When multithreaded rendering is enabled, tasks that must go through the rendering API (OpenGL, DirectX, or Metal), are handed over from the main thread to a "worker thread". The worker thread's purpose is to undertake the heavy workload that it takes to push rendering commands through the graphics API and driver, to get the rendering instructions into the GPU's Command Buffer. This can save an enormous number of CPU cycles for the main thread, where the overwhelming majority of other CPU tasks take place. This means that we free up extra cycles for the majority of the engine to process physics, script code, and so on.

Incidentally, the mechanism by which the main thread notifies the worker thread of tasks operates in a very similar way to the Command Buffer that exists on the GPU, except that the commands are much more high-level, with instructions like "render this object, with this Material, using this Shader", or "draw N instances of this piece of procedural geometry", and so on. This feature has been exposed in Unity 5 to allow developers to take direct control of the rendering subsystem from C# code. This customization is not as powerful as having direct API access, but it is a step in the right direction for Unity developers to implement unique graphical effects.


Confusingly, the Unity API name for this feature is called "CommandBuffer", so be sure not to confuse it with the GPU's Command Buffer.

Check the Unity documentation on CommandBuffer to make use of this feature:

Getting back to the task at hand, when we discuss the topic of being CPU-bound in graphics rendering, we need to keep in mind whether or not the multithreaded renderer is being used, since the actual root cause of the problem will be slightly different depending on whether this feature is enabled or not.

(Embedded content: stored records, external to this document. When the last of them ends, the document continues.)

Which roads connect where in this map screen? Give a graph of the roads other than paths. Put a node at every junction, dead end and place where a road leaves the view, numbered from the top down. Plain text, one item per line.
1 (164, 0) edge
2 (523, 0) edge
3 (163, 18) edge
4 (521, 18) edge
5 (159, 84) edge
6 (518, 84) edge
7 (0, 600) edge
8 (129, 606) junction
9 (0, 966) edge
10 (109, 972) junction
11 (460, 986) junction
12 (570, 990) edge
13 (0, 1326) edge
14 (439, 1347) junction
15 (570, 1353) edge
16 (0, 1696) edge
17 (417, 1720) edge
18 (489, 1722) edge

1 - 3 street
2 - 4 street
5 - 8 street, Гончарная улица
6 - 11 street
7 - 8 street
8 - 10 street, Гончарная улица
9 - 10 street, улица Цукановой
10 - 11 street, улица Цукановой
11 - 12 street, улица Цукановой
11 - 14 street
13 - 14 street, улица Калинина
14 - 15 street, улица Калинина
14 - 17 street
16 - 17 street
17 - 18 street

In single-threaded rendering, where all graphics API calls are handled by the main thread, and in an ideal world where both components are running at maximum capacity, our application would become bottlenecked on the CPU when 50 percent or more of the time per frame is spent handling graphics API calls. However, resolving these bottlenecks can be accomplished by freeing up work from the main thread. For example, we might find that greatly reducing the amount of work taking place in our AI subsystem will improve our rendering significantly because we've freed up more CPU cycles to handle the graphics API calls.

But, when multithreaded rendering is taking place, this task is pushed onto the worker thread, which means the same thread isn't being asked to manage both engine work and graphics API calls at the same time. These processes are mostly independent, and even though additional work must still take place in the main thread to send instructions to the worker thread in the first place (via the internal CommandBuffer system), it is mostly negligible. This means that reducing the workload in the main thread will have little-to-no effect on rendering performance.

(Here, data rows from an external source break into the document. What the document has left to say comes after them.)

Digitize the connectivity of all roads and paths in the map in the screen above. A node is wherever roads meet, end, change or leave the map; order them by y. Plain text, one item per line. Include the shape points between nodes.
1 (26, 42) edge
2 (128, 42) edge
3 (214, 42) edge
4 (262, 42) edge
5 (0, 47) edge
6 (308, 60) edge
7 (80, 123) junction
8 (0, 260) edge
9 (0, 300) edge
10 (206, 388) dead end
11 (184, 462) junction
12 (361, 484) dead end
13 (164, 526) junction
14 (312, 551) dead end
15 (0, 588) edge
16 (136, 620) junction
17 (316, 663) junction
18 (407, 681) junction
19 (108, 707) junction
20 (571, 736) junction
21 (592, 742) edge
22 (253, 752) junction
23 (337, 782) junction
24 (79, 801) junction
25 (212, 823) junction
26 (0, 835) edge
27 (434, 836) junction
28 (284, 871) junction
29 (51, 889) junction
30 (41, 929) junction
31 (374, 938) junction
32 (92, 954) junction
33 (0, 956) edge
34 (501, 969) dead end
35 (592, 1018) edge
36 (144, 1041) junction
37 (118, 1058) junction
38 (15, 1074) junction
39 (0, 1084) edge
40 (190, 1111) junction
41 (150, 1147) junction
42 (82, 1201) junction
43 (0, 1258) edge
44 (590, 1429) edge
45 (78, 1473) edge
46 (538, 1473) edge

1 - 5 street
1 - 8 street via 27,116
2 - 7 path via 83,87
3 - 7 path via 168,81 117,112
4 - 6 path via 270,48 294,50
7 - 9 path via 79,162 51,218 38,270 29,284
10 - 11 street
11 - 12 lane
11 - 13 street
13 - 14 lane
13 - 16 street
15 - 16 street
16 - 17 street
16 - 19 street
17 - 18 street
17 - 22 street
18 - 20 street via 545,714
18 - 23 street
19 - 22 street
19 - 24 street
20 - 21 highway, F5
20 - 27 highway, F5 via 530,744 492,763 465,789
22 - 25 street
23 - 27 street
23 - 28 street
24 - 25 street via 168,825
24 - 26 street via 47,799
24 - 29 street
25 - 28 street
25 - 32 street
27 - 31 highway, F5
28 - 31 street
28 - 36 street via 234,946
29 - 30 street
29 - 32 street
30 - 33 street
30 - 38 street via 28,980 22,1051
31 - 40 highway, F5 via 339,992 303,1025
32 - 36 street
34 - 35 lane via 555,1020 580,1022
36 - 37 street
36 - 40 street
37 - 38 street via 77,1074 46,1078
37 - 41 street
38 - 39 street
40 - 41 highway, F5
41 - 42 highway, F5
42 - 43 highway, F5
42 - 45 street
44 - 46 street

Note that being GPU-bound is the same regardless of whether multithreaded rendering is taking place.

GPU Skinning

While we're on the subject of CPU-bounding, one task that can help reduce CPU workload, at the expense of additional GPU workload, is GPU Skinning. Skinning is the process where mesh vertices are transformed based on the current location of their animated bones. The animation system, working on the CPU, only transforms the bones, but another step in the rendering process must take care of the vertex transformations to place the vertices around those bones, performing a weighted average over the bones connected to those vertices.

This vertex processing task can either take place on the CPU or within the front end of the GPU, depending on whether the GPU Skinning option is enabled. This feature can be toggled under Edit | Project Settings | Player Settings | Other Settings | GPU Skinning.